------ DATA FOR THIS EXERCISE
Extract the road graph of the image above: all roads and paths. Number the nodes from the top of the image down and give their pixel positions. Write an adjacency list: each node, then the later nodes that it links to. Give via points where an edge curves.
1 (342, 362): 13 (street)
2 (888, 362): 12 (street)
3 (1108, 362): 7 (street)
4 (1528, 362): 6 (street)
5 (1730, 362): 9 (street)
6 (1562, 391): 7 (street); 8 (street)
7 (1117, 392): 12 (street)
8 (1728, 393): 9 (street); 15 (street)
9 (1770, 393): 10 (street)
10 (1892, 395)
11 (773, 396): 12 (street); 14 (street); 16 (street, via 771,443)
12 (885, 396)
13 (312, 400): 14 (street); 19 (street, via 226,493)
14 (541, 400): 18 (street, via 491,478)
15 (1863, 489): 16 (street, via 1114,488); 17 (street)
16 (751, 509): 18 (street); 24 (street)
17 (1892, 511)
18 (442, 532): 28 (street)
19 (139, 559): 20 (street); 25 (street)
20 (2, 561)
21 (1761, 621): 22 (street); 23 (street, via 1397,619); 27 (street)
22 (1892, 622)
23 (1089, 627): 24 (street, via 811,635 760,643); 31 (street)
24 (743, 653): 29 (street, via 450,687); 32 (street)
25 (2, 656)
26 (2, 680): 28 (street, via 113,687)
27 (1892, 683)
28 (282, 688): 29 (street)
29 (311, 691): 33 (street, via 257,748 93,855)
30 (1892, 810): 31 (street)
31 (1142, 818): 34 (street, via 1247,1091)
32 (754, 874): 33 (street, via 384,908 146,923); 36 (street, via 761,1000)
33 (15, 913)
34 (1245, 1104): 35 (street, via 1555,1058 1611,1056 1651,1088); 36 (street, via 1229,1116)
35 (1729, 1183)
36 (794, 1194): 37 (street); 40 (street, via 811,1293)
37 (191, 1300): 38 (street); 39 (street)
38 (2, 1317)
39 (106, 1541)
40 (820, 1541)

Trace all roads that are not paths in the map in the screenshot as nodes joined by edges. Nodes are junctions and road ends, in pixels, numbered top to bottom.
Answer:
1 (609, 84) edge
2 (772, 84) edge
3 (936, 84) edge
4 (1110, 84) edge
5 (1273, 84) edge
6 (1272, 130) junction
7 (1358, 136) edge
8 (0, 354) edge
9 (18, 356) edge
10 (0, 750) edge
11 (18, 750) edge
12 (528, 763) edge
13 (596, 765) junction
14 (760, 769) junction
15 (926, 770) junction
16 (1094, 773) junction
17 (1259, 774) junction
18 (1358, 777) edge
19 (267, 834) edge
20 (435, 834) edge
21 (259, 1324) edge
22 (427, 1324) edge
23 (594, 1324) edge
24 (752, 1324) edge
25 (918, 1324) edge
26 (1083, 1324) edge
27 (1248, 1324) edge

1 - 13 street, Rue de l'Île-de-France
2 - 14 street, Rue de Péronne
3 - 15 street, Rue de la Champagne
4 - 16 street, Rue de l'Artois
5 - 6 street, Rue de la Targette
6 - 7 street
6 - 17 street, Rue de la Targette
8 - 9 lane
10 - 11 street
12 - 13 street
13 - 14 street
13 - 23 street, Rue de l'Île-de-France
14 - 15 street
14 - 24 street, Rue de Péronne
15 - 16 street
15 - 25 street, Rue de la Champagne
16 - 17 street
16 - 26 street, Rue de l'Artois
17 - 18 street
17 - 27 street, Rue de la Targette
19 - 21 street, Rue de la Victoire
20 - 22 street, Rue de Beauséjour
------------
ASSIGNED TASK – Lines from the top of the data above through the line with "Trace all roads", both ends included: copy them exactly, nothing more.

RESPONSE –
Extract the road graph of the image above: all roads and paths. Number the nodes from the top of the image down and give their pixel positions. Write an adjacency list: each node, then the later nodes that it links to. Give via points where an edge curves.
1 (342, 362): 13 (street)
2 (888, 362): 12 (street)
3 (1108, 362): 7 (street)
4 (1528, 362): 6 (street)
5 (1730, 362): 9 (street)
6 (1562, 391): 7 (street); 8 (street)
7 (1117, 392): 12 (street)
8 (1728, 393): 9 (street); 15 (street)
9 (1770, 393): 10 (street)
10 (1892, 395)
11 (773, 396): 12 (street); 14 (street); 16 (street, via 771,443)
12 (885, 396)
13 (312, 400): 14 (street); 19 (street, via 226,493)
14 (541, 400): 18 (street, via 491,478)
15 (1863, 489): 16 (street, via 1114,488); 17 (street)
16 (751, 509): 18 (street); 24 (street)
17 (1892, 511)
18 (442, 532): 28 (street)
19 (139, 559): 20 (street); 25 (street)
20 (2, 561)
21 (1761, 621): 22 (street); 23 (street, via 1397,619); 27 (street)
22 (1892, 622)
23 (1089, 627): 24 (street, via 811,635 760,643); 31 (street)
24 (743, 653): 29 (street, via 450,687); 32 (street)
25 (2, 656)
26 (2, 680): 28 (street, via 113,687)
27 (1892, 683)
28 (282, 688): 29 (street)
29 (311, 691): 33 (street, via 257,748 93,855)
30 (1892, 810): 31 (street)
31 (1142, 818): 34 (street, via 1247,1091)
32 (754, 874): 33 (street, via 384,908 146,923); 36 (street, via 761,1000)
33 (15, 913)
34 (1245, 1104): 35 (street, via 1555,1058 1611,1056 1651,1088); 36 (street, via 1229,1116)
35 (1729, 1183)
36 (794, 1194): 37 (street); 40 (street, via 811,1293)
37 (191, 1300): 38 (street); 39 (street)
38 (2, 1317)
39 (106, 1541)
40 (820, 1541)

Trace all roads that are not paths in the map in the screenshot as nodes joined by edges. Nodes are junctions and road ends, in pixels, numbered top to bottom.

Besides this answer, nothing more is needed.